Faustina, awash in emotion, does something stupid. On the heels of that, she takes a walk to murmur a song. We are both older for this transitional scene.
Coming out of the river – first – Faustina took a towel from one of her aides to dry off. The mutterings of disappointment from her boys were quite audible. She ignored it as not only did she have a mountain of paperwork back at the fort, but she also had conceived of an idea. A risky idea but one Faustina wanted to try. Having walked to her car, she told the driver to wait a moment. Seeing his commander’s eyes completely dilated surrounded by a ring light blue fire in the rear-view mirror, he sat and waited.

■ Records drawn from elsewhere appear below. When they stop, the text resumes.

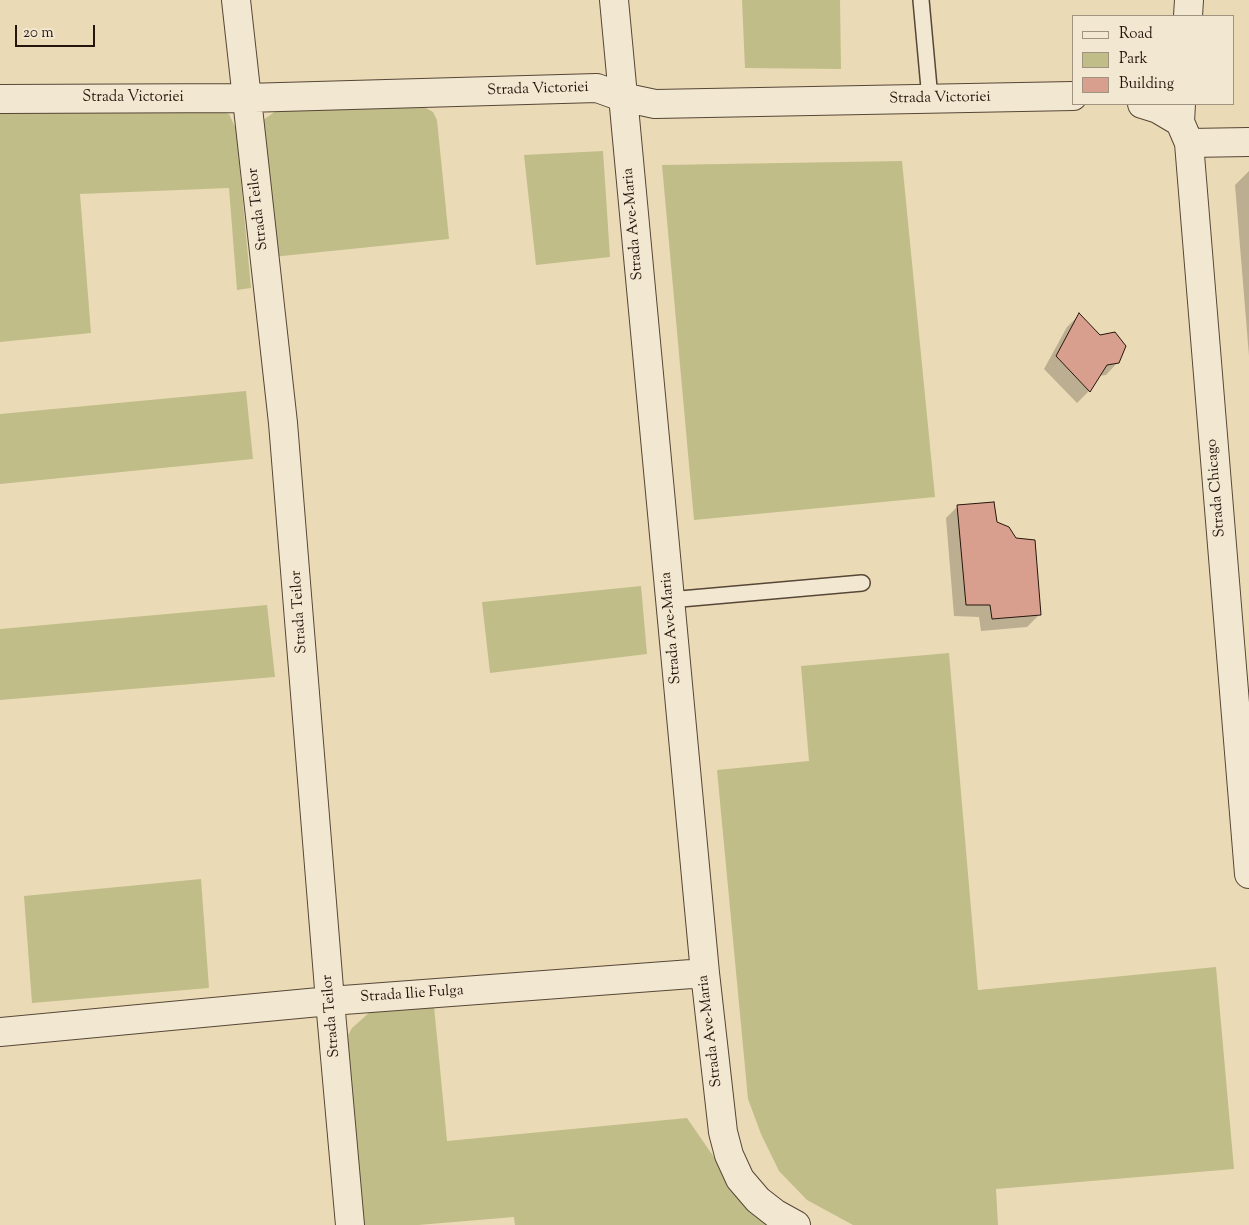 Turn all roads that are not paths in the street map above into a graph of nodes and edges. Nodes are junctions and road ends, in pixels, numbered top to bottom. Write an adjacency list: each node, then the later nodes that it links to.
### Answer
1 (236, 0): 8 (street, Strada Teilor)
2 (614, 0): 7 (street, Strada Ave-Maria)
3 (922, 0): 9 (lane)
4 (1189, 0): 5 (street)
5 (1188, 15)
6 (1072, 96): 9 (street, Strada Victoriei)
7 (622, 97): 8 (street, Strada Victoriei); 9 (street, Strada Victoriei); 15 (street, Strada Ave-Maria)
8 (246, 98): 10 (street, Strada Victoriei); 18 (street, Strada Teilor)
9 (930, 99)
10 (0, 100)
11 (1145, 105): 12 (street)
12 (1183, 123): 13 (street); 16 (street, Strada Chicago)
13 (1249, 142)
14 (862, 583): 15 (lane)
15 (669, 600): 17 (street, Strada Ave-Maria)
16 (1249, 874)
17 (705, 973): 18 (street, Strada Ilie Fulga); 21 (street, Strada Ave-Maria)
18 (330, 1001): 19 (street, Strada Ilie Fulga); 20 (street, Strada Teilor)
19 (0, 1032)
20 (350, 1225)
21 (796, 1225) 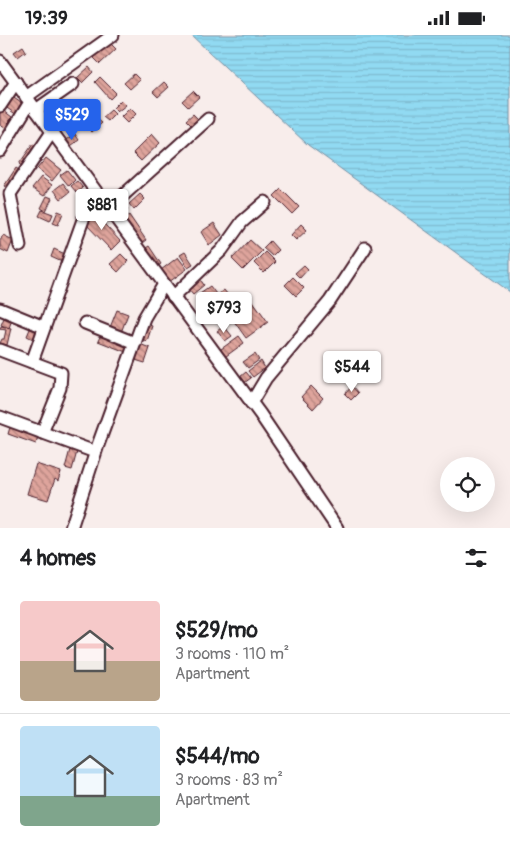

Faustina stood on the strand above Henge’s beach in the virtual environment of tribe Tohsaka. Her residual self-image had her in the same turquoise and white-striped one-piece suit. Narrowing her eyes at the bright ochre sky, she pushed her lines to their current, damaged, limit.
A very surprised Mayor of Huntsville, Robert Wade stood before her in a gray business suit. Faustina was very pleased that rather than panicking he carefully looked around before focusing on her.
“I have heard rumors about places such as this,” he said, taking a few steps and extending his hand to her, “but have never been here. One of the machine’s constructs, I think it is called?”
“Yes! Err…” she looked at his outstretched hand, longing to touch him again, “I can’t touch you right now. In fact, I’ll likely be in trouble for summoning a human. My other family is so much older for this. It’s just… even if you are just human, I did want to do something nice for you!”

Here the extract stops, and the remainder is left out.